### WHAT YOU HAVE TO DO
Copy the lines below, word for word, from the first through the line containing "middle tip: (66, 123)". Leave the pictures out.

╔══

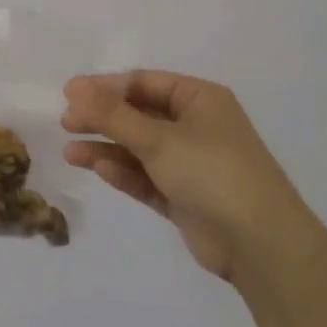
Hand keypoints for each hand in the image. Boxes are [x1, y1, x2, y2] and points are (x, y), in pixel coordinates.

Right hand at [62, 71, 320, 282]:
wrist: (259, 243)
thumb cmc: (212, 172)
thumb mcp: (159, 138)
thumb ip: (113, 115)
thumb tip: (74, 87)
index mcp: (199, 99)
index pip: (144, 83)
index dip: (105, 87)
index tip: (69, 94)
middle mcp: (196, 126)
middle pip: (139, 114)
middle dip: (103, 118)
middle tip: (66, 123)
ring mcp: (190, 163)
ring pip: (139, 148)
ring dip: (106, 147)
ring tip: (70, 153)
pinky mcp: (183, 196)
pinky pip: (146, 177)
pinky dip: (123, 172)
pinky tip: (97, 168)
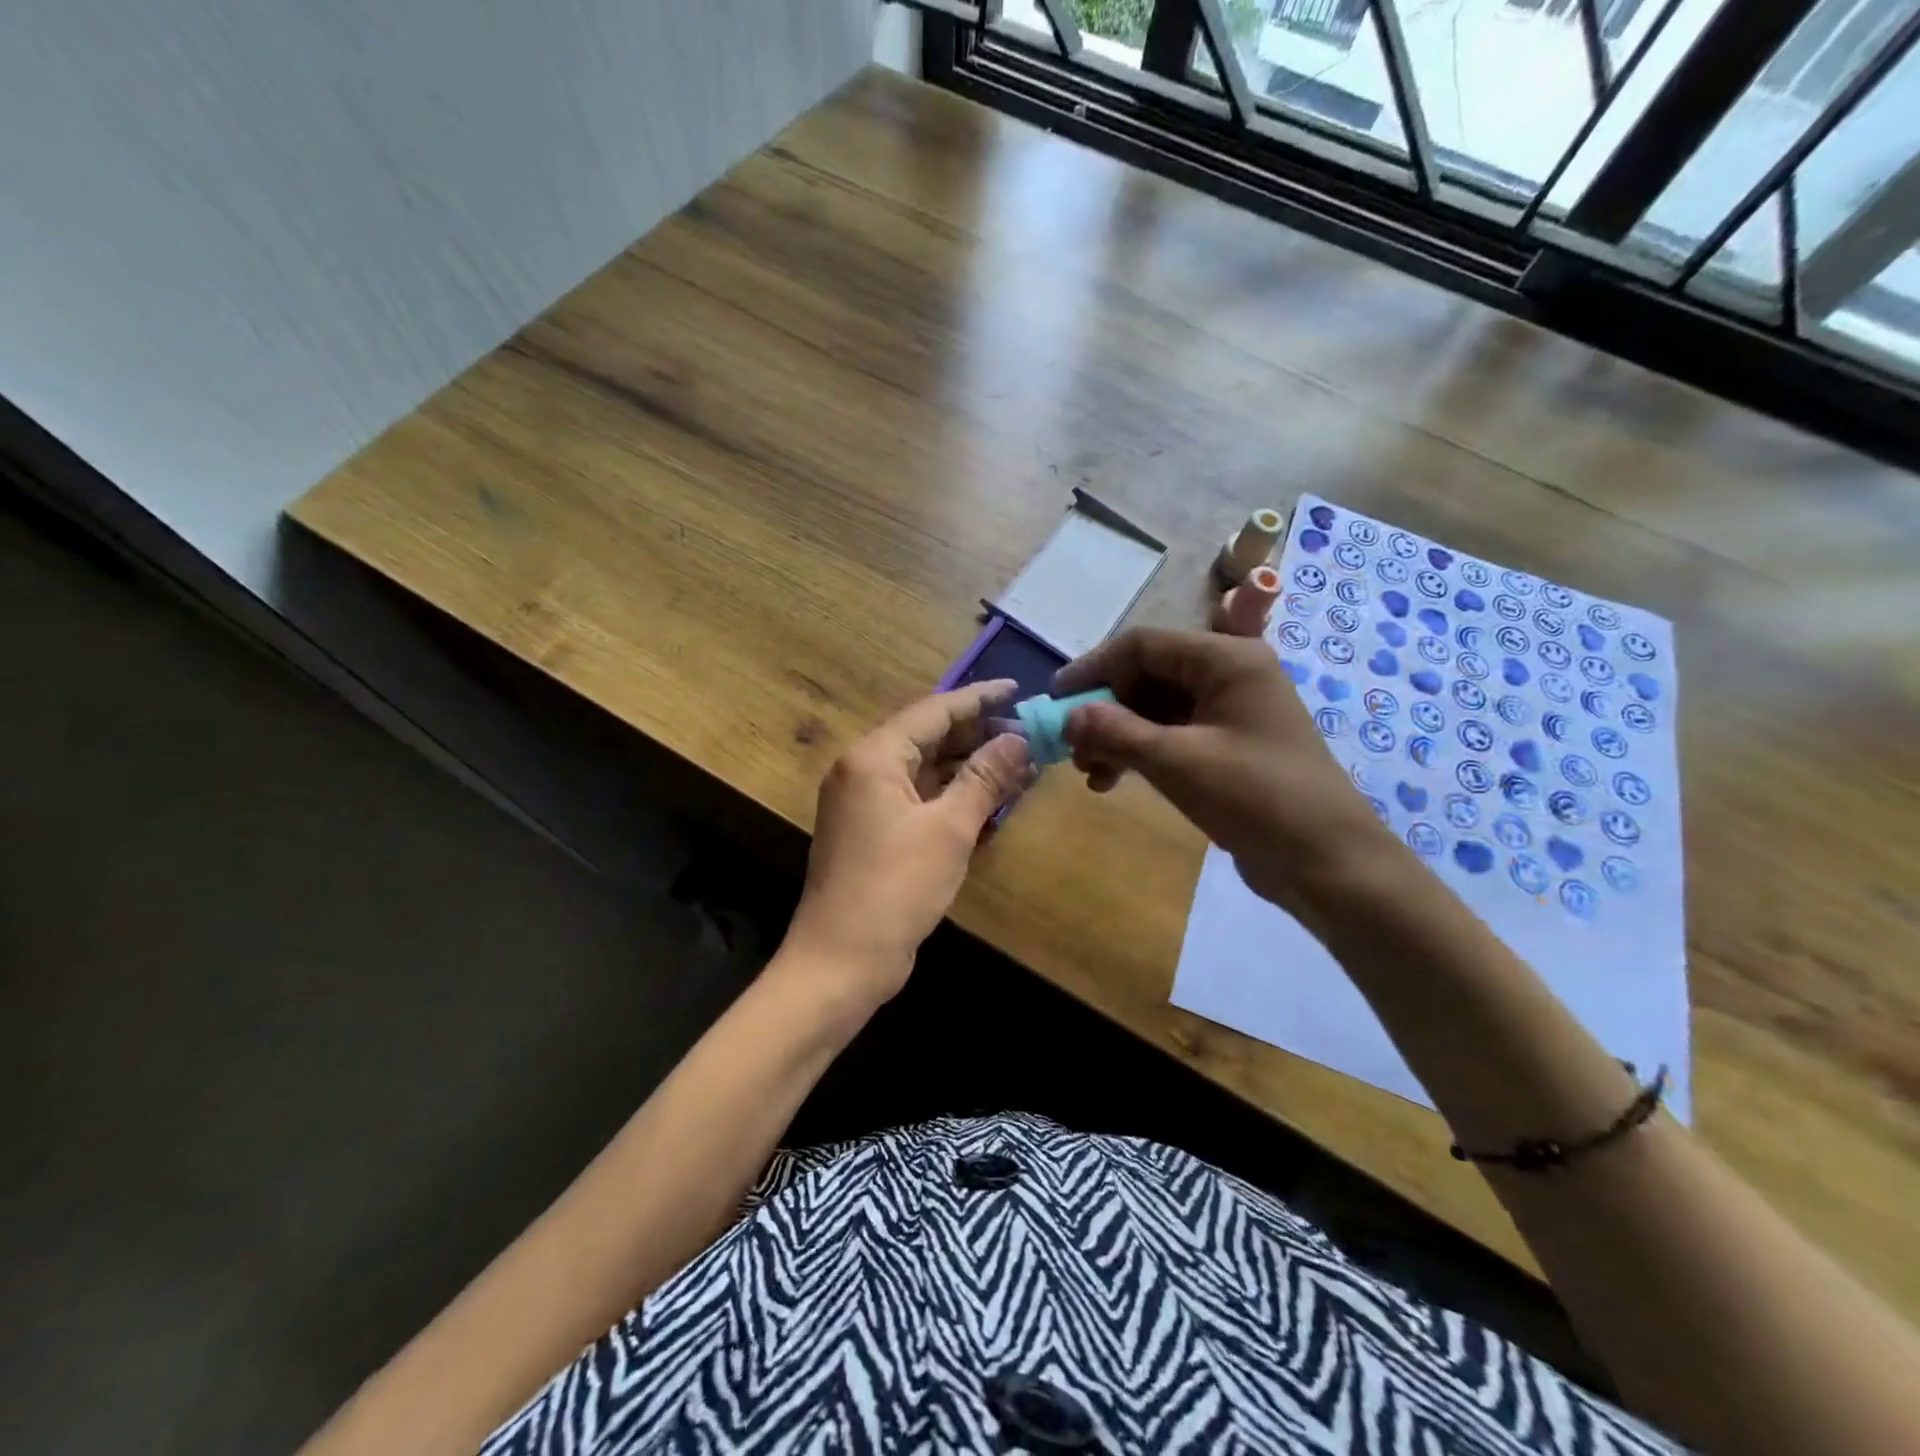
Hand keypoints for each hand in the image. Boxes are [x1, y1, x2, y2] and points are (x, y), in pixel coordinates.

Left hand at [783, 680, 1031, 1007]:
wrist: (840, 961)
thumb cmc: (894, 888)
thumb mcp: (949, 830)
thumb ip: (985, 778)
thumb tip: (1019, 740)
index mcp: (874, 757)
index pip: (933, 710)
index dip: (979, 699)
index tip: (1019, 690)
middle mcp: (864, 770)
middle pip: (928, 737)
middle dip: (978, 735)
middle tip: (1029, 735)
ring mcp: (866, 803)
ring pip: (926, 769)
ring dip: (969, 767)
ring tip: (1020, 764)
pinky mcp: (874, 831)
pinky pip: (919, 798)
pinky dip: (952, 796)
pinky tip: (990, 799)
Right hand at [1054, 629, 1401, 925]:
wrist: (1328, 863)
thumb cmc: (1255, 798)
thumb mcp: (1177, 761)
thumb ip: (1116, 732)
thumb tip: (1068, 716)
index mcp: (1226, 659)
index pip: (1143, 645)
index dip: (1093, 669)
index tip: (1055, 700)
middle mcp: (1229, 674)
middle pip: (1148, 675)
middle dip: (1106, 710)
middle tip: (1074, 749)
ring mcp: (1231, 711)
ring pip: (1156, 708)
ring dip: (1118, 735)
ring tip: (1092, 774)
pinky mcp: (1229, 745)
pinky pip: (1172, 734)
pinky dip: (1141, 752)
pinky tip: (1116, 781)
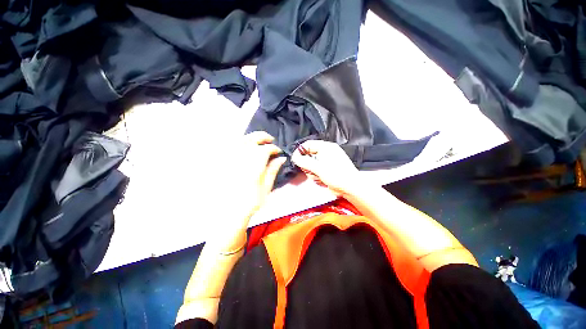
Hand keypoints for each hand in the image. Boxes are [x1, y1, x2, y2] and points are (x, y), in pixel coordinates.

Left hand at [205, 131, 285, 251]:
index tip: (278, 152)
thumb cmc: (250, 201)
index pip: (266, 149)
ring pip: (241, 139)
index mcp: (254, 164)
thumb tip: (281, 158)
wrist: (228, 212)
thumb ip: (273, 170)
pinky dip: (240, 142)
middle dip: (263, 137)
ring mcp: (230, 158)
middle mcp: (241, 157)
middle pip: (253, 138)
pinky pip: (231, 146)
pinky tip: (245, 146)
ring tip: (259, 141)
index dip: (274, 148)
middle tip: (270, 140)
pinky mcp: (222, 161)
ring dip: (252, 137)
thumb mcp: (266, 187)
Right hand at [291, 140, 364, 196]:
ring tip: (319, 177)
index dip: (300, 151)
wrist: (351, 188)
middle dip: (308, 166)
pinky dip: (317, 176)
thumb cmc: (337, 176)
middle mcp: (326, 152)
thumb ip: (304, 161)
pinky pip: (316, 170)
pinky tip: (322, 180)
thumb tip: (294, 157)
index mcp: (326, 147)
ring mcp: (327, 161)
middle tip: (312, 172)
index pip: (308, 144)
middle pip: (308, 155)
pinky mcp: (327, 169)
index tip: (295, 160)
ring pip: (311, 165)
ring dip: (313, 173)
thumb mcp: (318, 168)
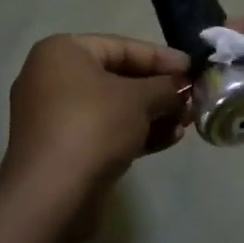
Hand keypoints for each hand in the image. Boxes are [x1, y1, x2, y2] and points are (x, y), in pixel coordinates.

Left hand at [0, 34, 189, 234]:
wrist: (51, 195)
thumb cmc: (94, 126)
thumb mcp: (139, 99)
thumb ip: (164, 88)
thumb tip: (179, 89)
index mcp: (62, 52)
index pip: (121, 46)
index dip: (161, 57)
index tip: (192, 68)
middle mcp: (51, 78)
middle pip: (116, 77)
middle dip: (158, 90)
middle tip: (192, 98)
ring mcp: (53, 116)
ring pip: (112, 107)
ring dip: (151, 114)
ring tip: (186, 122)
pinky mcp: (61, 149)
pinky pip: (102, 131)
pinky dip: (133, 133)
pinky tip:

╚══

### ANSWER FOR THE TASK
Hand keypoints for each hand in the image. Boxes are [x1, y1, x2, y2] and points are (x, y), in pixel coordinates.

Right hand at [62, 71, 320, 282]:
wrist: (259, 243)
thumb cmc: (212, 172)
thumb mcp: (159, 138)
thumb ip: (113, 115)
thumb tip: (74, 87)
index mcp: (199, 99)
index pip: (144, 83)
index dip: (105, 87)
index tip: (69, 94)
middle mcp: (196, 126)
middle pip: (139, 114)
middle dip: (103, 118)
middle tip: (66, 123)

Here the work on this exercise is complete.